Word for word, restate the entries below and exclude every image.

┌─ Given data

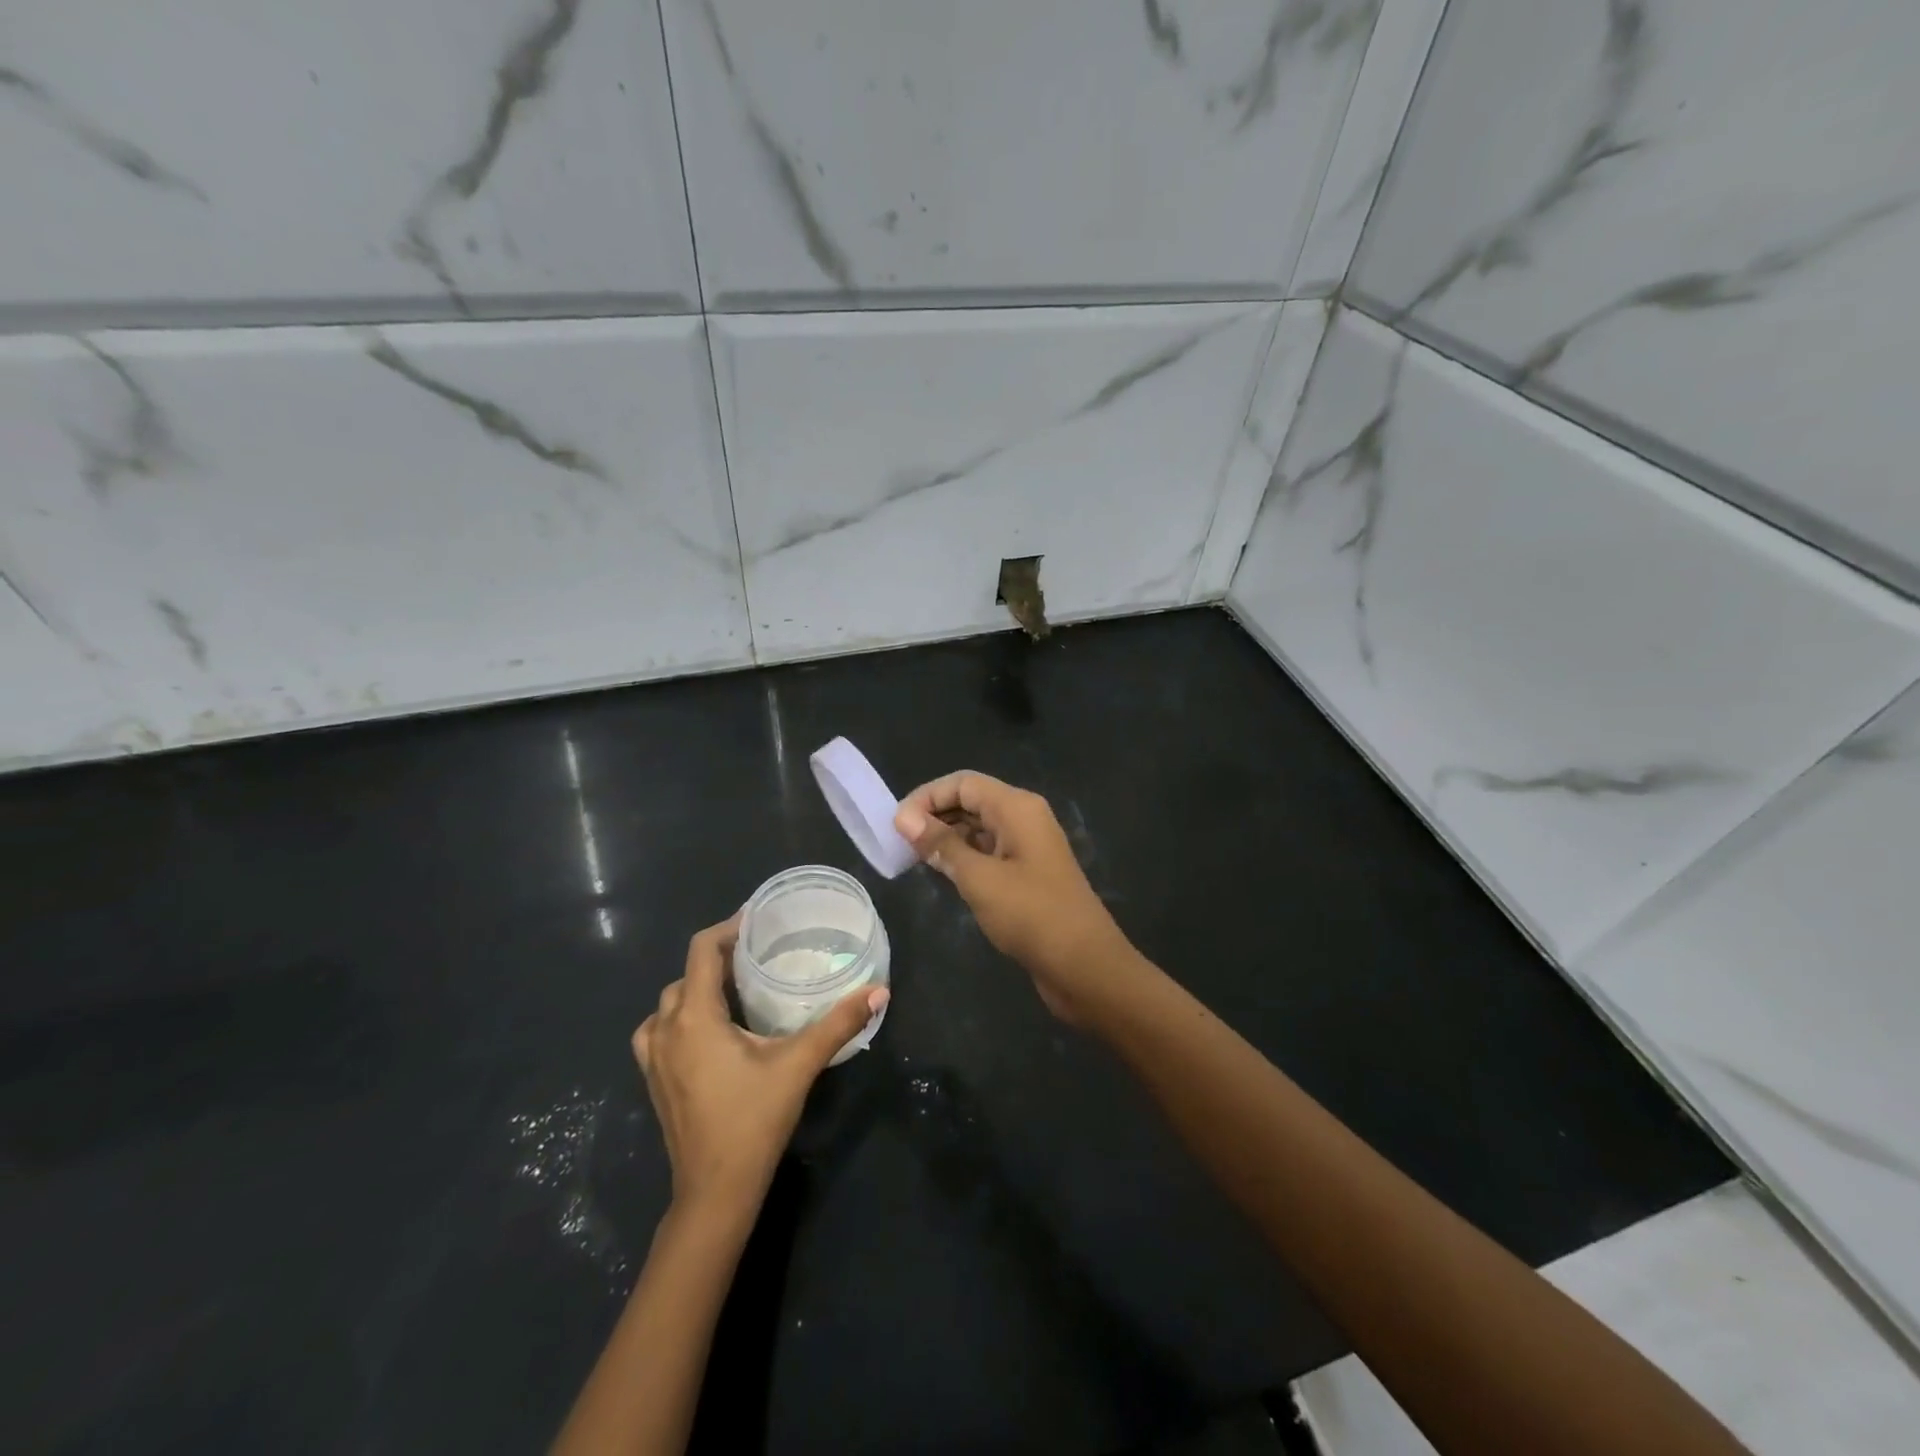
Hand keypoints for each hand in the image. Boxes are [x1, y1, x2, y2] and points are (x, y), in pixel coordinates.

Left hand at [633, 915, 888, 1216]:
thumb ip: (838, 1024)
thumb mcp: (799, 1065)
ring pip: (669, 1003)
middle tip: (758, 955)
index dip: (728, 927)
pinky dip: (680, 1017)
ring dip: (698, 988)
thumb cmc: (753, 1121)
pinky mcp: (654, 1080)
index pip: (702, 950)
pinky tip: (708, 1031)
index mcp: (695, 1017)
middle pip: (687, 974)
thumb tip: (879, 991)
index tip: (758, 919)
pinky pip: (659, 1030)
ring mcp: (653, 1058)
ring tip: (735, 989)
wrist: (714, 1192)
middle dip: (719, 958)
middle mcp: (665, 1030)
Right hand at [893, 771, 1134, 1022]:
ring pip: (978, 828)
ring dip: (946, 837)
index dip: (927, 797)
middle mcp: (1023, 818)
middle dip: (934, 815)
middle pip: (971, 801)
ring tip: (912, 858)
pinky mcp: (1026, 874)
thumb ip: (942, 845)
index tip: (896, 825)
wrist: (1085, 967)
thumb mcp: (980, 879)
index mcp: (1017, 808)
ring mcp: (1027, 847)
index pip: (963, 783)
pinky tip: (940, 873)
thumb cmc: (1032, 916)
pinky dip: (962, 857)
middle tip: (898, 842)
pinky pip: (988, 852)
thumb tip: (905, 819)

└─

Solution to the problem
Hand keypoints for each hand in the image. Boxes are [x1, y1, x2, y2] and points are (x, y), in pixel coordinates.

Left hand at [633, 915, 888, 1216]:
thumb ip: (838, 1024)
thumb mcp: (799, 1065)
ring pip: (669, 1003)
middle tip: (758, 955)
index dip: (728, 927)
pinky dip: (680, 1017)
ring dip: (698, 988)
thumb cmc: (753, 1121)
pinky mcp: (654, 1080)
index pip: (702, 950)
pinky tip: (708, 1031)
index mcp: (695, 1017)
middle pip: (687, 974)
thumb tip: (879, 991)
index tip: (758, 919)
pinky pip: (659, 1030)
ring mcp: (653, 1058)
ring tip: (735, 989)
wrist: (714, 1192)
middle dip: (719, 958)
middle mcp: (665, 1030)
Right hand at [893, 771, 1134, 1022]:
ring pip: (978, 828)
ring dip: (946, 837)
index dip: (927, 797)
middle mcp: (1023, 818)
middle dip: (934, 815)
middle pip: (971, 801)
ring tip: (912, 858)
pinky mcp: (1026, 874)
thumb ip: (942, 845)
index tip: (896, 825)
wrist: (1085, 967)
thumb mcp: (980, 879)
index mcp: (1017, 808)
ring mcp: (1027, 847)
index pip: (963, 783)
pinky tip: (940, 873)
thumb cmc: (1032, 916)
pinky dip: (962, 857)
middle tip: (898, 842)
pinky pip: (988, 852)
thumb tip: (905, 819)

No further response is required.